From the data that follows, copy every line with the string "Woodland".

Input records:
..............................
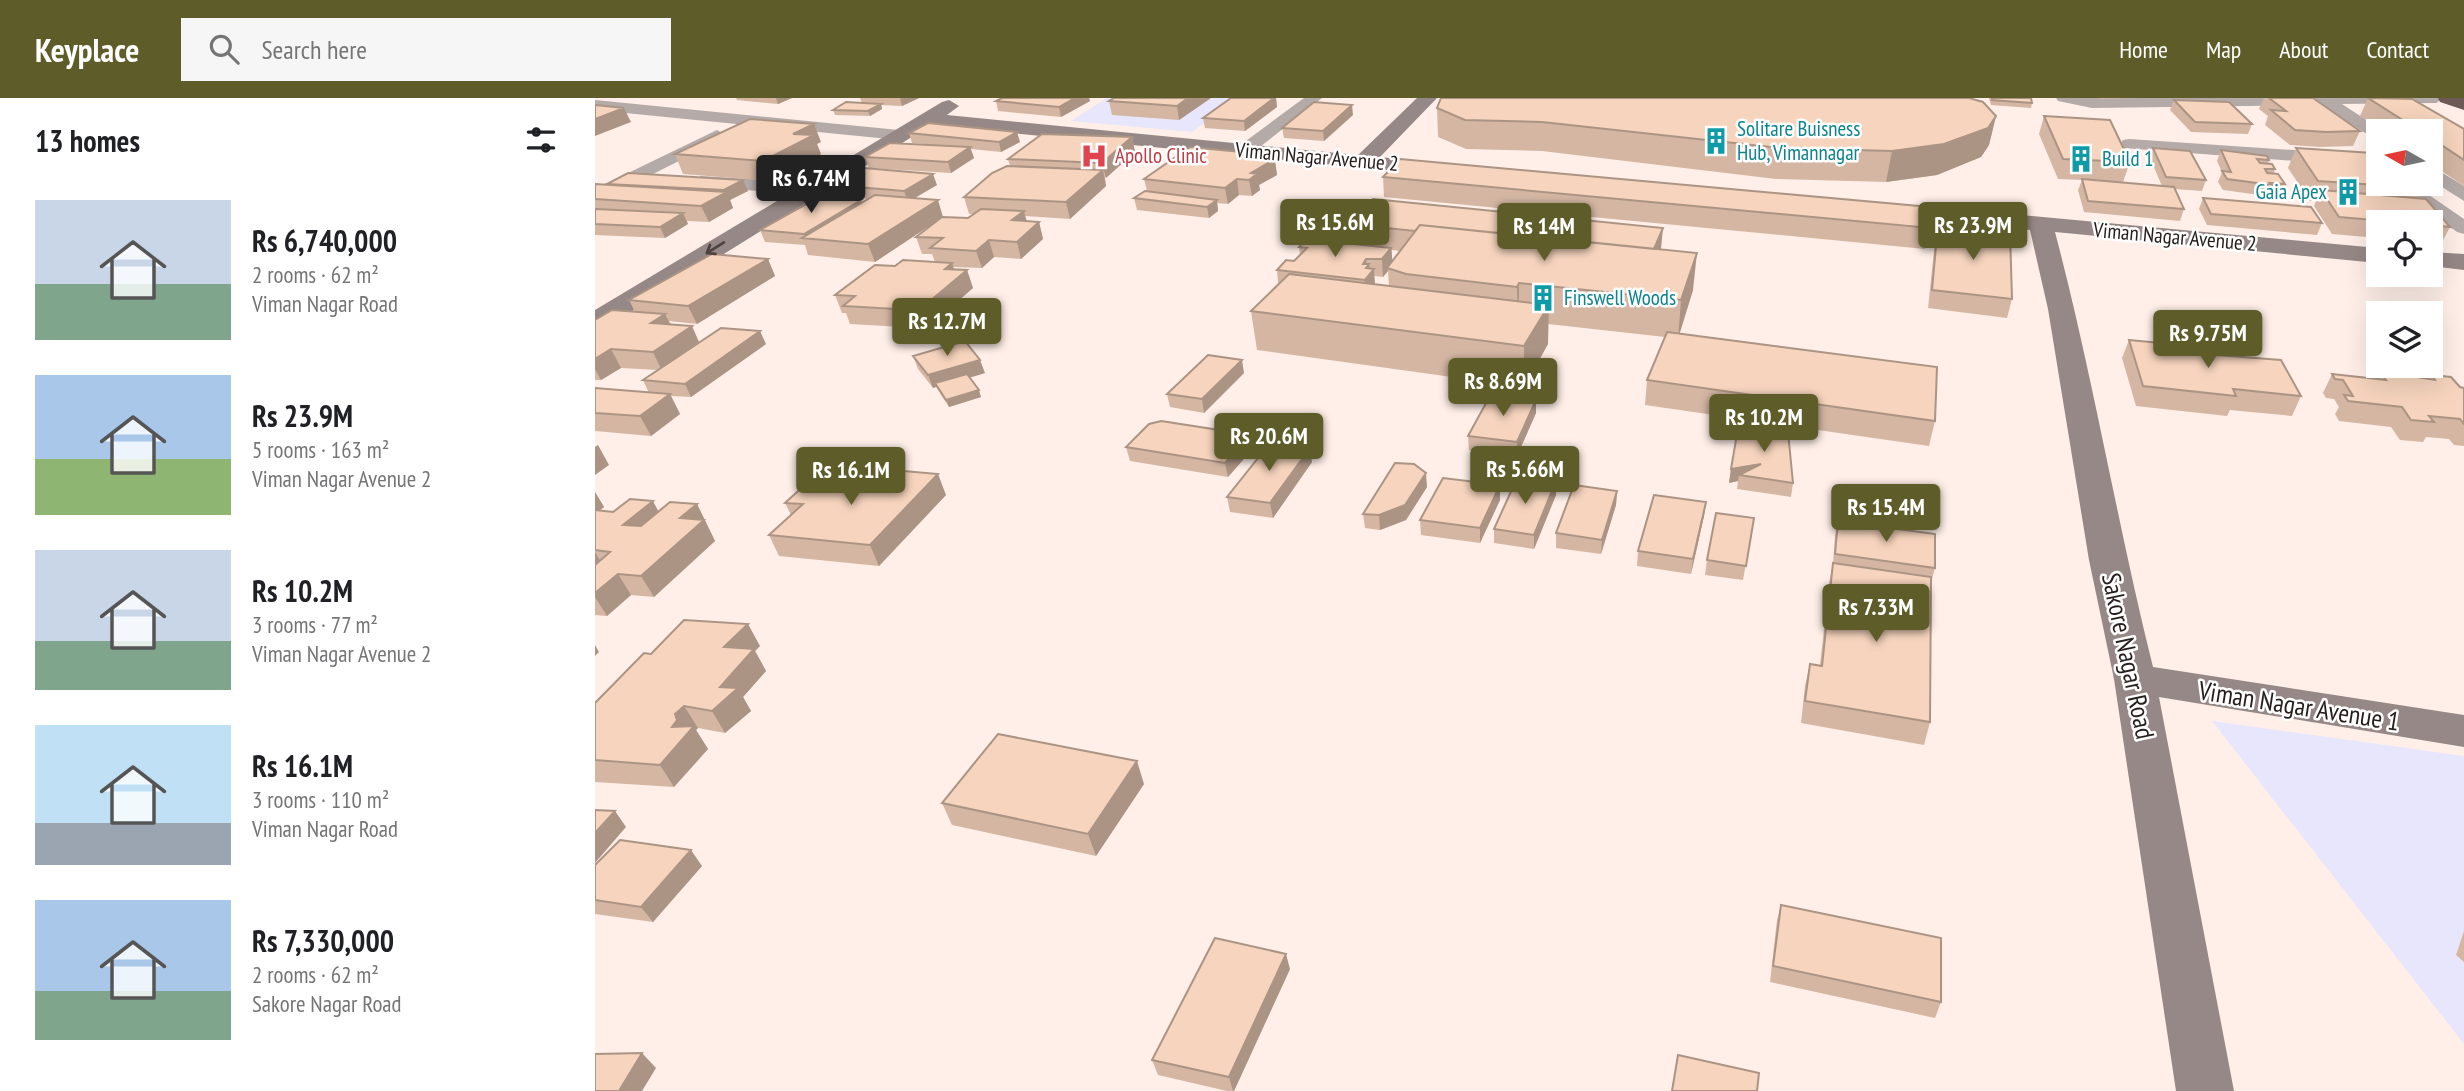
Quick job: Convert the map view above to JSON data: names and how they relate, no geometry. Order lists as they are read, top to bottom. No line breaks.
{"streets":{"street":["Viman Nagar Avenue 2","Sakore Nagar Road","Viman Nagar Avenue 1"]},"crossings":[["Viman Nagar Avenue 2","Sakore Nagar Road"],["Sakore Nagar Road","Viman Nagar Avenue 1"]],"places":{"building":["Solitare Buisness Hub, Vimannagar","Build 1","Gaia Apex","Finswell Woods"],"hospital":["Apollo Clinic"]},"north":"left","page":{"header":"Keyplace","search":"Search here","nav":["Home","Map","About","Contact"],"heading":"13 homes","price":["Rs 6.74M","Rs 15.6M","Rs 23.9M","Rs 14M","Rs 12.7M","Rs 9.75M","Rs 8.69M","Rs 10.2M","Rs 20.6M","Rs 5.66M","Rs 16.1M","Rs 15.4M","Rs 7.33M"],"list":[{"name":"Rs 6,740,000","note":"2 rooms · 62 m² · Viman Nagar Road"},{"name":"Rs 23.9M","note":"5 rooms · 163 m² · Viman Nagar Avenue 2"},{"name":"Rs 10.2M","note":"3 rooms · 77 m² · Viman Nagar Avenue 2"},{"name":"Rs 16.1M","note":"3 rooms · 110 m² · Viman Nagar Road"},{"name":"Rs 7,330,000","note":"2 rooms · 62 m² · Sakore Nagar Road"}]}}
..............................
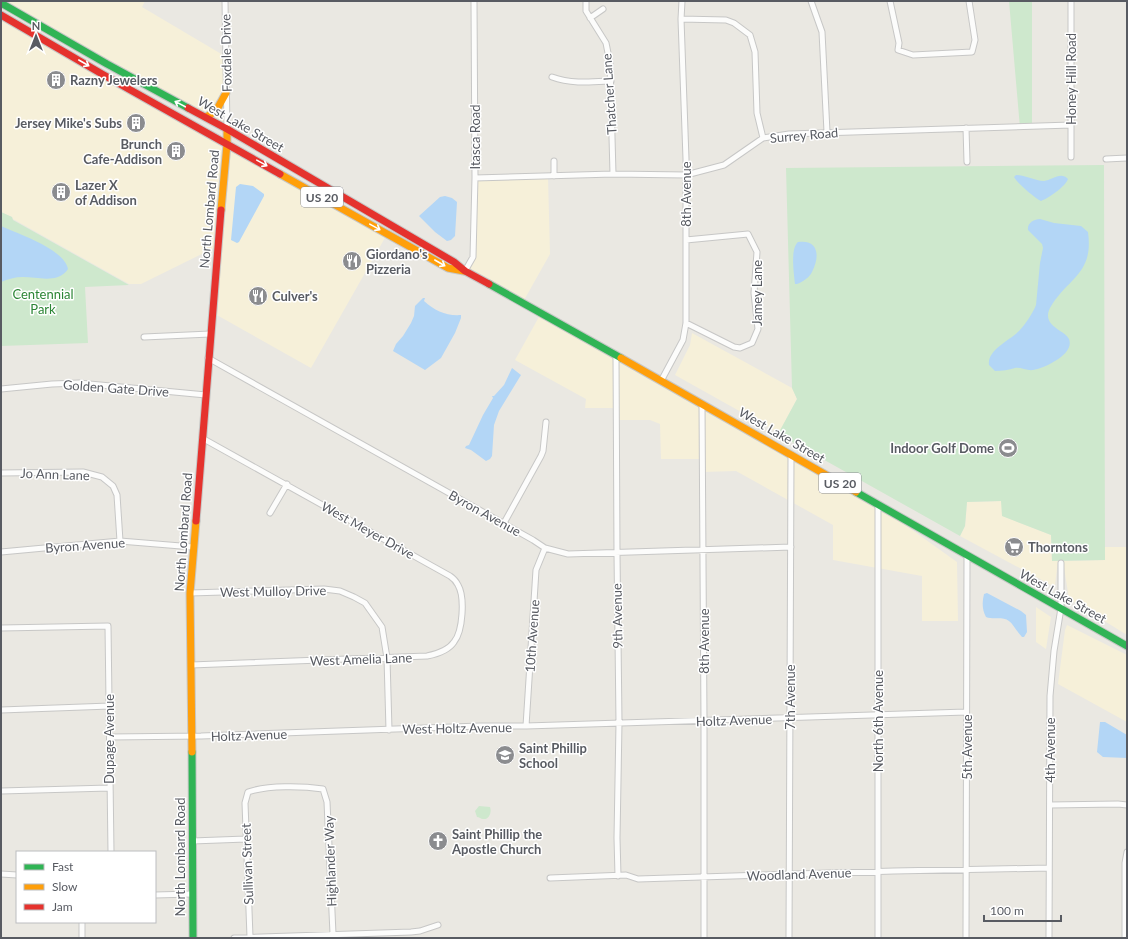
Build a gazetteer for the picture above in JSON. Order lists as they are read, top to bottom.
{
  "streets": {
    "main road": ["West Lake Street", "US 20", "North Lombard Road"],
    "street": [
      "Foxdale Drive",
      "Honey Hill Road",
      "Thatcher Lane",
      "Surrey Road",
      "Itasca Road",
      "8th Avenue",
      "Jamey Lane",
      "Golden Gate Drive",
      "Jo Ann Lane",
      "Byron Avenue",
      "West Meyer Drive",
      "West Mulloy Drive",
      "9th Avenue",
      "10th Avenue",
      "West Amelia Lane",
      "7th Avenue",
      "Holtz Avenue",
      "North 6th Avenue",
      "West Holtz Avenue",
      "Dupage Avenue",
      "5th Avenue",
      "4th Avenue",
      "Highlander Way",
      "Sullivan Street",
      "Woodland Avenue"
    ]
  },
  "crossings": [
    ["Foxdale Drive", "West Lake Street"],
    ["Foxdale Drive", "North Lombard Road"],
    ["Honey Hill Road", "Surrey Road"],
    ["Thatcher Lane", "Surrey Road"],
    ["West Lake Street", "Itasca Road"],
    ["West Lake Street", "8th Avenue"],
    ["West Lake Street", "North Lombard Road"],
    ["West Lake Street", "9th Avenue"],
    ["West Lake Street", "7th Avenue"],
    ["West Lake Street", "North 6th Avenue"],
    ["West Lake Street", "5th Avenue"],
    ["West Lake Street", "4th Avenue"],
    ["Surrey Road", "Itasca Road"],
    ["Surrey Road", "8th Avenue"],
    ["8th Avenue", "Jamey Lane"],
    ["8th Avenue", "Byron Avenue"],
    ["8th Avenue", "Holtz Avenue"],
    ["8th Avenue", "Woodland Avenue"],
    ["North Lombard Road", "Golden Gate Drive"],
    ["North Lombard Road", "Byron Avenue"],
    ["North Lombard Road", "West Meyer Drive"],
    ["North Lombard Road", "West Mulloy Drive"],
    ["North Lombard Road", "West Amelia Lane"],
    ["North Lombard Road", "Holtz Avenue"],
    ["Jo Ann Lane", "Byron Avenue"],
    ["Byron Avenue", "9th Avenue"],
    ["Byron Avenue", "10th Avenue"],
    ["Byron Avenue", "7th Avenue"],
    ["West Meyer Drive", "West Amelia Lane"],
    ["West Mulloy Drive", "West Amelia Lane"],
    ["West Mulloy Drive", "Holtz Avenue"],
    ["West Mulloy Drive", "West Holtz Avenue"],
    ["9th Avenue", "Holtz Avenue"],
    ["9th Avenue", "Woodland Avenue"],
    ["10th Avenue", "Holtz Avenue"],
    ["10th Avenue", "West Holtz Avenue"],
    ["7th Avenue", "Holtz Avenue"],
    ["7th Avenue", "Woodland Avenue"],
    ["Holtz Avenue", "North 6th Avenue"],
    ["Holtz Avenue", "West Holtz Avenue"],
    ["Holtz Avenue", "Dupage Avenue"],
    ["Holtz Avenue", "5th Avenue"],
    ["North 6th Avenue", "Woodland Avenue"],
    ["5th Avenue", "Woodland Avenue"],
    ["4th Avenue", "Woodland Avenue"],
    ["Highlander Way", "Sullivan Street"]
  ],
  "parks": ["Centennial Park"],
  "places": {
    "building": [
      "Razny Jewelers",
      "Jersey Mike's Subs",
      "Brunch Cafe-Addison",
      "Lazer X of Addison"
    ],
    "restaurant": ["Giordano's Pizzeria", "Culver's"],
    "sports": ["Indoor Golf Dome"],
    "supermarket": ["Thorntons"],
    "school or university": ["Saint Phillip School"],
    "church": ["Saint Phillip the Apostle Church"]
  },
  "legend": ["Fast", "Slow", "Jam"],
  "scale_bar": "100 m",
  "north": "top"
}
..............................
Your solution:
      "Woodland Avenue"
    ["8th Avenue", "Woodland Avenue"],
    ["9th Avenue", "Woodland Avenue"],
    ["7th Avenue", "Woodland Avenue"],
    ["North 6th Avenue", "Woodland Avenue"],
    ["5th Avenue", "Woodland Avenue"],
    ["4th Avenue", "Woodland Avenue"],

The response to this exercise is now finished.